В ответ им царь исчислил снова в длинной речи неправды, крамолы и измены бояр, но ради мольбы архиепископов соглашался опять взять свои государства, но на особых условиях, о которых обещал их известить. Казалось, сердце грозного владыки смягчилось смирением и мольбою подвластных. Он удержал некоторых бояр при себе, других сановников и должностных лиц отпустил в Москву, чтобы там до его приезда дела шли своим чередом.
Почти месяц опять прошел в томительном ожидании. Наконец, 2 февраля царь торжественно въехал в Москву. На другой день созваны были духовенство, бояре и знатнейшие сановники.
Наружность царя поразила всех: его трудно было узнать – так изменился он за последнее время. Высокий ростом, стройный, широкоплечий, он раньше имел величественную и красивую осанку; серые, хотя и небольшие, но живые и проницательные глаза его были полны огня; нос у него был римский (с горбиной), прекрасные волосы, длинные усы и густая окладистая борода – все это делало его наружность довольно красивою. Но теперь он страшно похудел и опустился; черты лица его исказились свирепостью; глаза его, казалось, погасли, тревога и злоба виделись во взорах его; волосы на голове и бороде почти все выпали. Видно, страшную душевную тревогу пережил он за последнее время. В опасную игру он играл! А что, если бояре и сами управятся в Москве? А что, если народ не станет за меня и никто не явится просить меня вернуться на царство? Эти страшные вопросы должны были сильно волновать крайне мнительного и властолюбивого царя; страх и злоба – два самых едких, гибельных для здоровья чувства – попеременно обуревали его душу. Но страшная игра выиграна! Царь торжествовал. Духовенство, народ и бояре, эти исконные, заклятые враги его, признали, что без него все царство погибнет, что без него все они словно стадо без пастуха. Все преклонилось пред ним, своим всесильным владыкой, который волен в жизни и смерти своих подданных. Самолюбие его, слишком чуткое, раздраженное письмом Курбского, должно было успокоиться. Теперь он во всеоружии своей власти мог расправиться со своими внутренними врагами.

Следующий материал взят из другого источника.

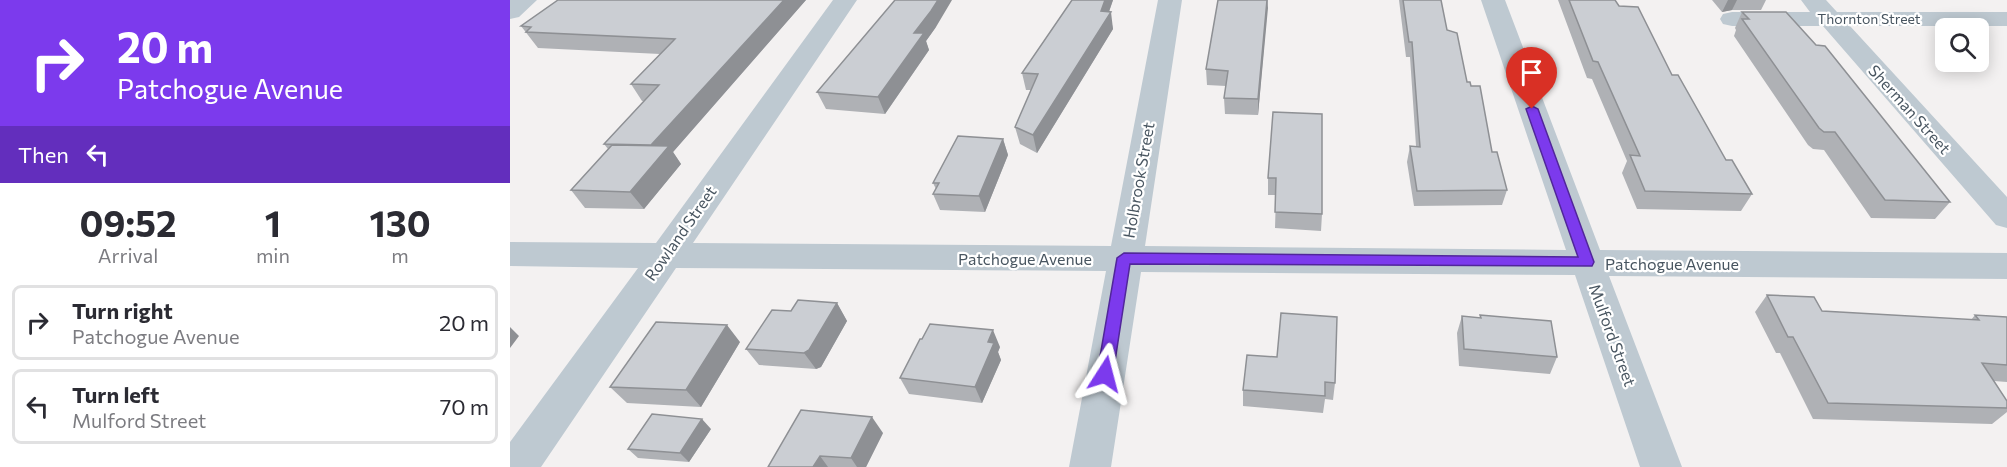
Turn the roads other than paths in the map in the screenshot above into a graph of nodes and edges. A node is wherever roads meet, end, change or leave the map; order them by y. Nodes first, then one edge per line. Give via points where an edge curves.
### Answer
1 (525, 0) edge
2 (845, 0) edge
3 (1170, 0) edge
4 (1493, 0) edge
5 (1821, 9) edge
6 (510, 12) edge
7 (1732, 19) dead end
8 (2007, 19) edge
9 (2007, 217) edge
10 (510, 254) edge
11 (664, 256) junction
12 (1124, 258) junction
13 (1587, 262) junction
14 (2007, 266) edge
15 (517, 467) edge
16 (1090, 467) edge
17 (1661, 467) edge

1 - 6 street
2 - 11 street, Rowland Street
3 - 12 street, Holbrook Street
4 - 13 street, Mulford Street
5 - 7 street, Thornton Street
5 - 8 street, Thornton Street
5 - 9 street, Sherman Street
10 - 11 street, Patchogue Avenue
11 - 12 street, Patchogue Avenue
11 - 15 street, Rowland Street
12 - 13 street, Patchogue Avenue
12 - 16 street, Holbrook Street
13 - 14 street, Patchogue Avenue
13 - 17 street, Mulford Street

Пред собранием духовных лиц и важнейших сановников он много рассуждал о значении верховной власти для государства, о неизбежности для блага его строгих, решительных мер; затем заявил о необходимости для себя особого отряда телохранителей – опричников. Все государство, по мысли царя, делилось на две части: опричнину и земщину. Многие города, волости и часть Москвы отходили под непосредственное ведение самого государя, в опричнину; на доходы с этих городов должен был содержаться царский двор и опричники; а все остальные города и земли составляли земщину. Всякие земские дела и все управление государством царь приказал ведать старейшим боярам, которые назывались земскими; только в случае военных известий и важных дел внутренних должны были они являться к государю. Сам же он хотел всецело заняться искоренением крамолы и измены в земле своей. В Москве он приказал строить себе новый дворец за Неглинною (между Арбатом и Никитской улицей) и оградить его высокой стеною, словно крепость.
Окружив себя сильной и верной стражей, царь принялся за искоренение крамолы. И снова полилась боярская кровь.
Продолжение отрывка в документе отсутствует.